“The Business of Renewable Energy in a Digital World” originally appeared on the Safari Blog.

You’re looking to cut your company’s energy use to save money while lowering your environmental impact at the same time. So, where do you start? You would likely turn to your facilities team to look into efficiency upgrades for your office buildings.

You may want to look at your IT department first.

The Digital Revolution has enabled so much in the way of innovation, market efficiency, and increased productivity. It’s also brought about social and environmental benefits such as greater connectivity and less reliance on material items like paper.

But all of this comes at a cost – literally.

Information and communication technology (ICT) essentially includes anything that interacts with information in a digital form (computers, email, cell phones, etc.) and it currently accounts for ten percent of the world’s electricity use.
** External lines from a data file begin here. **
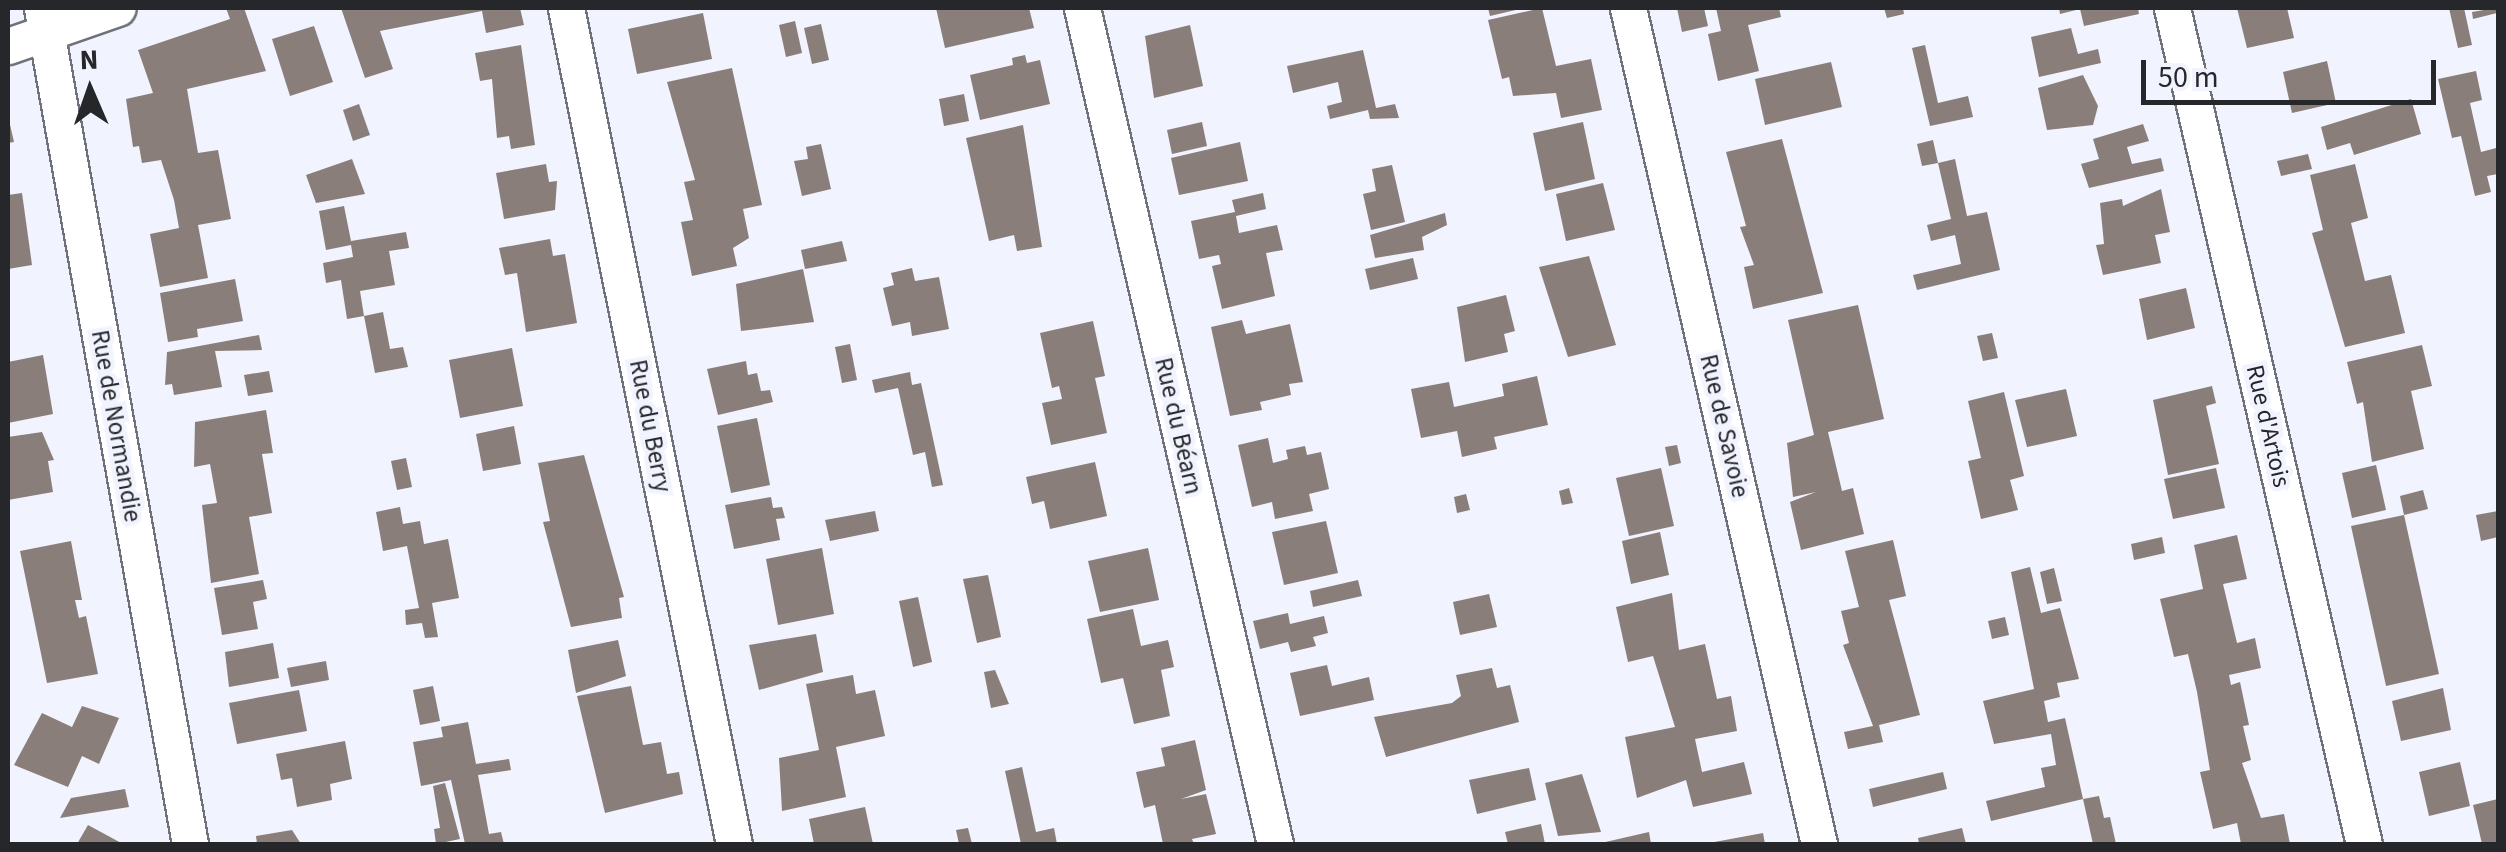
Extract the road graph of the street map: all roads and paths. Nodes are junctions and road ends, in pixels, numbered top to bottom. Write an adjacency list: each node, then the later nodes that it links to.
1 (118, 8): 6 (street)
2 (566, 8): 9 (street, Rue du Berry)
3 (1082, 8): 10 (street, Rue du Béarn)
4 (1628, 8): 11 (street, Rue de Savoie)
5 (2172, 8): 12 (street, Rue d'Artois)
6 (44, 20): 7 (street); 8 (street, Rue de Normandie)
7 (8, 46)
8 (190, 844)
9 (734, 844)
10 (1274, 844)
11 (1819, 844)
12 (2364, 844)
What does that mean? It’s about the same amount of power generated by Japan and Germany combined.

Data centers alone demand the equivalent of 34 power plants to keep them running. In our increasingly cloud-based, digital world, we’ll likely need 17 more power plants by 2020 to meet demand.

There’s good news, though, among these startling statistics. The fact that data centers are a huge energy pull also means they represent an enormous opportunity to achieve savings. A recent study estimates that if we cut data center energy use by 40 percent – only employing about half the strategies currently available – we could collectively save about $3.8 billion dollars.

And the strategies are plentiful. GreenBiz outlines common initiatives, such as:

1. Right-sizing uninterruptible power supply (UPS) and power distribution equipment
2. Provide cooling using outside air and/or thermal storage
3. Upgrade computer room A/C systems
4. Increase cold aisle inlet temperatures to 80°F (27°C)

Efficiency upgrades are an excellent strategy, and a great place to start when tackling energy use. They tend to have quick paybacks and require relatively small upfront investments. But what does a company do when it has moved past efficiency? Is a “clean-powered” data center achievable? Could a data center really become independent from the grid and its volatile price changes?

Following in the footsteps of tech giants like Apple and Google, Hewlett Packard has recently answered, “Yes,” to both questions. In July, HP announced a new 12-year contract to purchase energy from a wind farm in Texas. The plan is to purchase 112 megawatts of electricity – enough to power all of its data centers in the state.

The decision may seem bold, but it will allow HP to achieve several benefits at the same time:

1. Meet Sustainability Goals – HP aims to reduce greenhouse gas emissions by 20 percent below 2010 levels by 2020, and this agreement will ensure it reaches that goal.
2. Respond to Investor Demands – Shareholders are increasingly asking companies to show progress on climate change goals.
3. Reduce Costs – Renewable power costs have been consistently dropping, and they’re not prone to the price volatility of oil and gas.

When companies consider renewable energy options, however, many think only of installing solar panels or small-scale wind turbines directly on their buildings. On-site renewable energy can be a great option for some businesses, but involves a fairly high upfront investment.

Technologies like solar panels and wind turbines also require a large amount of physical space. A company may only be able to supply a small portion of its total electricity with rooftop solar panels, for example.

The HP case study points to another option: Power Purchase Agreements (PPAs).

A PPA is a contract between an electricity generator – in HP’s case a wind farm – and a buyer. PPAs can be a good option for companies that have large energy needs, like data centers, because it allows them to purchase – or in some agreements, fund the generation of – electricity from renewable sources without owning the infrastructure.

And PPAs are becoming increasingly more popular. Companies have signed more in 2015 so far than in any other year, and many are in the ICT industry.

So, as you consider how to tackle rising energy costs associated with your company’s data needs, look to renewable energy options and PPAs. An upfront investment will save you a great deal in the long term and significantly reduce your carbon footprint.